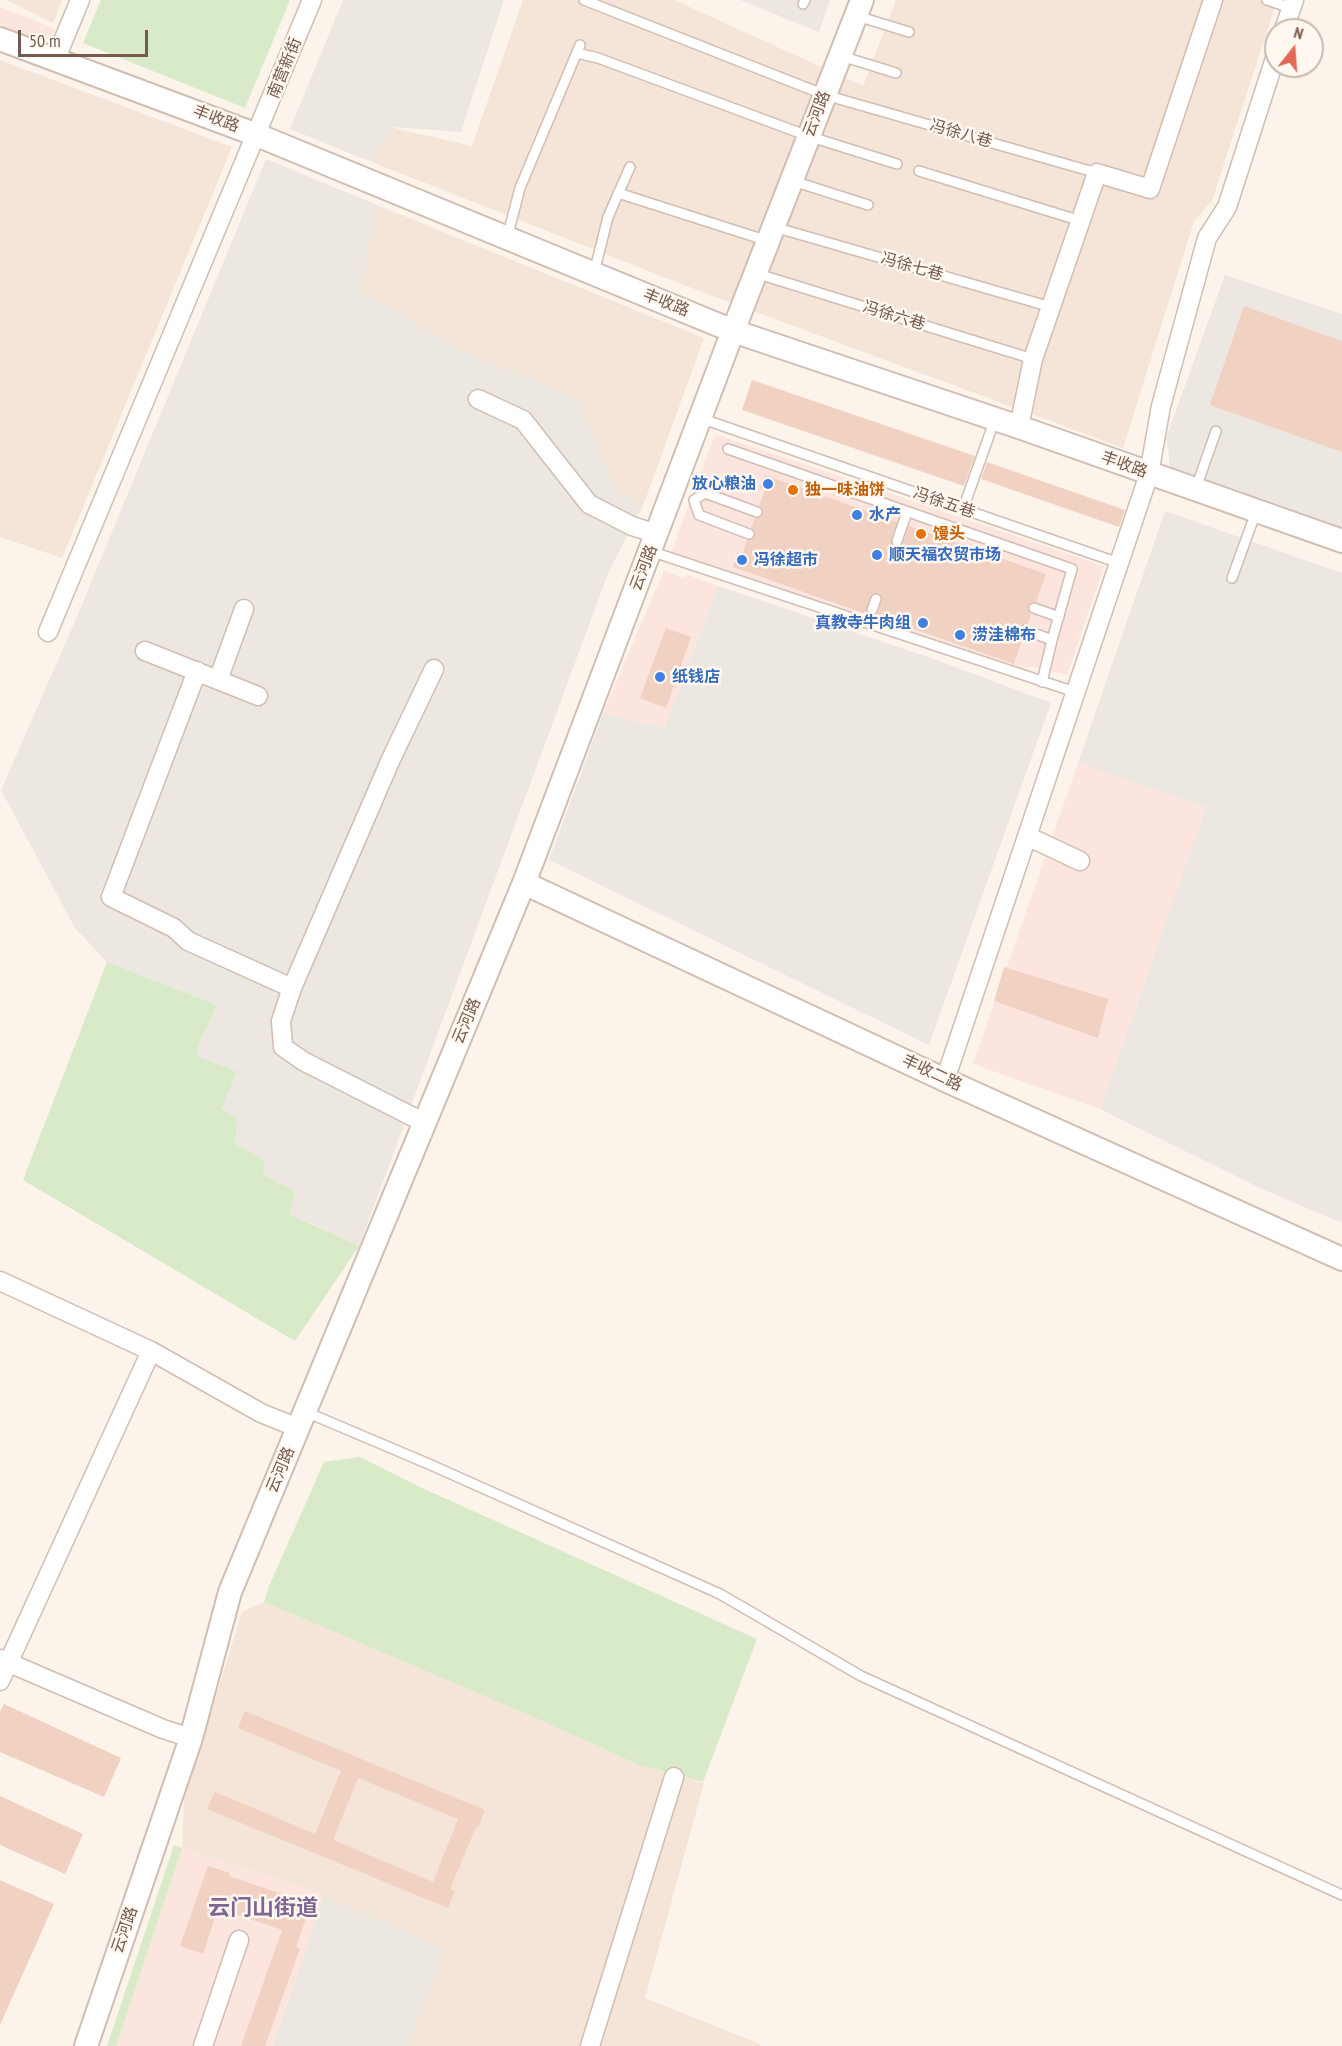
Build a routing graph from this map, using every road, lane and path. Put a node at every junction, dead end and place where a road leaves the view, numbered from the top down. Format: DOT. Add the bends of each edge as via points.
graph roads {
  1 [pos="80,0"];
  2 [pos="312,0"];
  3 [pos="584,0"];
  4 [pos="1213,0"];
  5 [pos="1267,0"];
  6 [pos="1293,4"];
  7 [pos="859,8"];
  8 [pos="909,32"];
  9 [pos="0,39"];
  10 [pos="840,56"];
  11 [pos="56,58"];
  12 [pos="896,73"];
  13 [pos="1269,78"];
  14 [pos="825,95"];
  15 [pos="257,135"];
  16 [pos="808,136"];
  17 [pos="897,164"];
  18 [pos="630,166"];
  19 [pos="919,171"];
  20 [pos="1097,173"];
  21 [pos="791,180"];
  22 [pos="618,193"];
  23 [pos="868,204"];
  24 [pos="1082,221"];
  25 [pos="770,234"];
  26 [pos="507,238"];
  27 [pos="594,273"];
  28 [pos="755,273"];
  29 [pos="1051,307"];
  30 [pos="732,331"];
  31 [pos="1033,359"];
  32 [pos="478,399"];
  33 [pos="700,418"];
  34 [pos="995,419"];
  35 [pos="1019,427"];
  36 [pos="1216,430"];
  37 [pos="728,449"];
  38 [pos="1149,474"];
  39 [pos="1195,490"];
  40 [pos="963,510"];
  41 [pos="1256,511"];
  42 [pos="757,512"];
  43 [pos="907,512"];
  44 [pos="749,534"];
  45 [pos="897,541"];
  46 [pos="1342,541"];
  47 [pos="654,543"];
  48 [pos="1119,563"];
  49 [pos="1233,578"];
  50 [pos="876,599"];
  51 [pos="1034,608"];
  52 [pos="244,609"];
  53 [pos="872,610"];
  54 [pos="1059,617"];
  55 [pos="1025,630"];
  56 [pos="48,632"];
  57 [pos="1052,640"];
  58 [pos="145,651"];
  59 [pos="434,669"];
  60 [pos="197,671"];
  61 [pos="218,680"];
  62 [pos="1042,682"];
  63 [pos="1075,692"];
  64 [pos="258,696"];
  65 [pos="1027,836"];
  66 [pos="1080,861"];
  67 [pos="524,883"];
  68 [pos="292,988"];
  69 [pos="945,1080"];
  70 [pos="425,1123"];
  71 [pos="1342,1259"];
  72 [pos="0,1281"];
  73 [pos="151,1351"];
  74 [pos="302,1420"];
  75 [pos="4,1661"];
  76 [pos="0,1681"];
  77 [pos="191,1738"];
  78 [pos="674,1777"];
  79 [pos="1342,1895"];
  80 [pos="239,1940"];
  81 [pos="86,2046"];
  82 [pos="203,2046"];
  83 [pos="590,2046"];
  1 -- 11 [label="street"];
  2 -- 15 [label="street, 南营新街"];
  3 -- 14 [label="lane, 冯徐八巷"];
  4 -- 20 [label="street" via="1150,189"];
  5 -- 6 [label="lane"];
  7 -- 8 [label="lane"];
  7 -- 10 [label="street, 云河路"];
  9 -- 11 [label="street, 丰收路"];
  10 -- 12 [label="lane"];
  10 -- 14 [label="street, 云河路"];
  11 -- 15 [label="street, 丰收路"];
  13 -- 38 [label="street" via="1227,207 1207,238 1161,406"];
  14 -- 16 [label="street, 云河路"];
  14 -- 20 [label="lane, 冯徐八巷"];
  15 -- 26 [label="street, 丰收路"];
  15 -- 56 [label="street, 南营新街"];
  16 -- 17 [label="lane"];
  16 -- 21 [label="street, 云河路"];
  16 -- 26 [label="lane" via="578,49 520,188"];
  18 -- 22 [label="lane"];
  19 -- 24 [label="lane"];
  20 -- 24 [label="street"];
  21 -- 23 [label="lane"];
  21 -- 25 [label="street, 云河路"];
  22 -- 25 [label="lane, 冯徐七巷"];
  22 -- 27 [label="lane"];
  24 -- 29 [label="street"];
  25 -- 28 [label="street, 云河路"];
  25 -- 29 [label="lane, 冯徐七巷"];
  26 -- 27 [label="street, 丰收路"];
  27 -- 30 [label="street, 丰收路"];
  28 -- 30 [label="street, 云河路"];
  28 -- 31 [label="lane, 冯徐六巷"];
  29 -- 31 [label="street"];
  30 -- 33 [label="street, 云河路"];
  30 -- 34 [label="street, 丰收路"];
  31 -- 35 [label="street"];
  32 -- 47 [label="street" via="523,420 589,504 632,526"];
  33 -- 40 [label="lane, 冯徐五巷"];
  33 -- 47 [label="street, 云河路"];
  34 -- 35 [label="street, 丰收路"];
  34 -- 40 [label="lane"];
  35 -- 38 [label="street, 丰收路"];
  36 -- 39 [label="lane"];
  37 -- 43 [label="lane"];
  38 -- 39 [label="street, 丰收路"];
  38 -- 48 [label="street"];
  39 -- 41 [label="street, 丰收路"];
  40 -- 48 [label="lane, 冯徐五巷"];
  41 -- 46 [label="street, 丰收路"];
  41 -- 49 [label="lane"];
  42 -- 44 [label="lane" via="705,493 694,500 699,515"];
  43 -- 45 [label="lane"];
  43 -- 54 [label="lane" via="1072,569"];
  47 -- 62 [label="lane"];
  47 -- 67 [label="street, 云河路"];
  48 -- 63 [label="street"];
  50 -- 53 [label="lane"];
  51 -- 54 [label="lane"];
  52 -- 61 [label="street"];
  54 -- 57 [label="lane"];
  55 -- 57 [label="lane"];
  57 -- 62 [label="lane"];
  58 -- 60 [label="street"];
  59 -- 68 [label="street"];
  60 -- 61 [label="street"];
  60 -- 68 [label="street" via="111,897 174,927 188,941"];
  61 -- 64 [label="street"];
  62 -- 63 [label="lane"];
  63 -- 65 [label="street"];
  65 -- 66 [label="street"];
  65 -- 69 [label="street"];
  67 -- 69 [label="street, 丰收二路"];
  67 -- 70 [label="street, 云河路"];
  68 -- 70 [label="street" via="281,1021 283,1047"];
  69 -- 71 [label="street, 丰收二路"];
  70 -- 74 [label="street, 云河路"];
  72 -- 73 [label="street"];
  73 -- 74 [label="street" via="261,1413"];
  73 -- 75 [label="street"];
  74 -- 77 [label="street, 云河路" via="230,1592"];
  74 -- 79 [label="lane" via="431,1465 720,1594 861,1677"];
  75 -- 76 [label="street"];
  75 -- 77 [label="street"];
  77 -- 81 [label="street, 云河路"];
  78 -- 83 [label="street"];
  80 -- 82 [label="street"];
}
..............................
__Task to complete__: Output every entry exactly as given; pictures are not part of the copy.

__Answer space__:
Build a routing graph from this map, using every road, lane and path. Put a node at every junction, dead end and place where a road leaves the view, numbered from the top down. Format: DOT. Add the bends of each edge as via points.
graph roads {
  1 [pos="80,0"];
  2 [pos="312,0"];
  3 [pos="584,0"];
  4 [pos="1213,0"];
  5 [pos="1267,0"];
  6 [pos="1293,4"];
  7 [pos="859,8"];
  8 [pos="909,32"];
  9 [pos="0,39"];
  10 [pos="840,56"];
  11 [pos="56,58"];
  12 [pos="896,73"];
  13 [pos="1269,78"];
  14 [pos="825,95"];
  15 [pos="257,135"];
  16 [pos="808,136"];
  17 [pos="897,164"];
  18 [pos="630,166"];
  19 [pos="919,171"];
  20 [pos="1097,173"];
  21 [pos="791,180"];
  22 [pos="618,193"];
  23 [pos="868,204"];
  24 [pos="1082,221"];
  25 [pos="770,234"];
  26 [pos="507,238"];
  27 [pos="594,273"];
  28 [pos="755,273"];
  29 [pos="1051,307"];
  30 [pos="732,331"];
  31 [pos="1033,359"];
  32 [pos="478,399"];
  33 [pos="700,418"];
  34 [pos="995,419"];
  35 [pos="1019,427"];
  36 [pos="1216,430"];
  37 [pos="728,449"];
  38 [pos="1149,474"];
  39 [pos="1195,490"];
  40 [pos="963,510"];
  41 [pos="1256,511"];
  42 [pos="757,512"];
  43 [pos="907,512"];
  44 [pos="749,534"];
  45 [pos="897,541"];
  46 [pos="1342,541"];
  47 [pos="654,543"];
  48 [pos="1119,563"];
  49 [pos="1233,578"];
  50 [pos="876,599"];
  51 [pos="1034,608"];
  52 [pos="244,609"];
  53 [pos="872,610"];
  54 [pos="1059,617"];
  55 [pos="1025,630"];
  56 [pos="48,632"];
  57 [pos="1052,640"];
  58 [pos="145,651"];
  59 [pos="434,669"];
  60 [pos="197,671"];
  61 [pos="218,680"];
  62 [pos="1042,682"];
  63 [pos="1075,692"];
  64 [pos="258,696"];
  65 [pos="1027,836"];
  66 [pos="1080,861"];
  67 [pos="524,883"];
  68 [pos="292,988"];
  69 [pos="945,1080"];
  70 [pos="425,1123"];
  71 [pos="1342,1259"];
  72 [pos="0,1281"];
  73 [pos="151,1351"];
  74 [pos="302,1420"];
  75 [pos="4,1661"];
  76 [pos="0,1681"];
  77 [pos="191,1738"];
  78 [pos="674,1777"];
  79 [pos="1342,1895"];
  80 [pos="239,1940"];
  81 [pos="86,2046"];
  82 [pos="203,2046"];
  83 [pos="590,2046"];
  1 -- 11 [label="street"];
  2 -- 15 [label="street, 南营新街"];
  3 -- 14 [label="lane, 冯徐八巷"];
  4 -- 20 [label="street" via="1150,189"];
  5 -- 6 [label="lane"];
  7 -- 8 [label="lane"];
  7 -- 10 [label="street, 云河路"];
  9 -- 11 [label="street, 丰收路"];
  10 -- 12 [label="lane"];
  10 -- 14 [label="street, 云河路"];
  11 -- 15 [label="street, 丰收路"];
  13 -- 38 [label="street" via="1227,207 1207,238 1161,406"];
  14 -- 16 [label="street, 云河路"];
  14 -- 20 [label="lane, 冯徐八巷"];
  15 -- 26 [label="street, 丰收路"];
  15 -- 56 [label="street, 南营新街"];
  16 -- 17 [label="lane"];
  16 -- 21 [label="street, 云河路"];
  16 -- 26 [label="lane" via="578,49 520,188"];
  18 -- 22 [label="lane"];
  19 -- 24 [label="lane"];
  20 -- 24 [label="street"];
  21 -- 23 [label="lane"];
  21 -- 25 [label="street, 云河路"];
  22 -- 25 [label="lane, 冯徐七巷"];
  22 -- 27 [label="lane"];
  24 -- 29 [label="street"];
  25 -- 28 [label="street, 云河路"];
  25 -- 29 [label="lane, 冯徐七巷"];
  26 -- 27 [label="street, 丰收路"];
  27 -- 30 [label="street, 丰收路"];
  28 -- 30 [label="street, 云河路"];
  28 -- 31 [label="lane, 冯徐六巷"];
  29 -- 31 [label="street"];
  30 -- 33 [label="street, 云河路"];
  30 -- 34 [label="street, 丰收路"];
  31 -- 35 [label="street"];
  32 -- 47 [label="street" via="523,420 589,504 632,526"];
  33 -- 40 [label="lane, 冯徐五巷"];
  33 -- 47 [label="street, 云河路"];
  34 -- 35 [label="street, 丰收路"];
  34 -- 40 [label="lane"];
  35 -- 38 [label="street, 丰收路"];
  36 -- 39 [label="lane"];
  37 -- 43 [label="lane"];
  38 -- 39 [label="street, 丰收路"];
  38 -- 48 [label="street"];
  39 -- 41 [label="street, 丰收路"];
  40 -- 48 [label="lane, 冯徐五巷"];
  41 -- 46 [label="street, 丰收路"];
  41 -- 49 [label="lane"];
  42 -- 44 [label="lane" via="705,493 694,500 699,515"];
  43 -- 45 [label="lane"];
  43 -- 54 [label="lane" via="1072,569"];
  47 -- 62 [label="lane"];
  47 -- 67 [label="street, 云河路"];
  48 -- 63 [label="street"];
  50 -- 53 [label="lane"];
  51 -- 54 [label="lane"];
  52 -- 61 [label="street"];
  54 -- 57 [label="lane"];
  55 -- 57 [label="lane"];
  57 -- 62 [label="lane"];
  58 -- 60 [label="street"];
  59 -- 68 [label="street"];
  60 -- 61 [label="street"];
  60 -- 68 [label="street" via="111,897 174,927 188,941"];
  61 -- 64 [label="street"];
  62 -- 63 [label="lane"];
  63 -- 65 [label="street"];
  65 -- 66 [label="street"];
  65 -- 69 [label="street"];
  67 -- 69 [label="street, 丰收二路"];
  67 -- 70 [label="street, 云河路"];
  68 -- 70 [label="street" via="281,1021 283,1047"];
  69 -- 71 [label="street, 丰收二路"];
  70 -- 74 [label="street, 云河路"];
  72 -- 73 [label="street"];
  73 -- 74 [label="street" via="261,1413"];
  73 -- 75 [label="street"];
  74 -- 77 [label="street, 云河路" via="230,1592"];
  74 -- 79 [label="lane" via="431,1465 720,1594 861,1677"];
  75 -- 76 [label="street"];
  75 -- 77 [label="street"];
  77 -- 81 [label="street, 云河路"];
  78 -- 83 [label="street"];
  80 -- 82 [label="street"];
}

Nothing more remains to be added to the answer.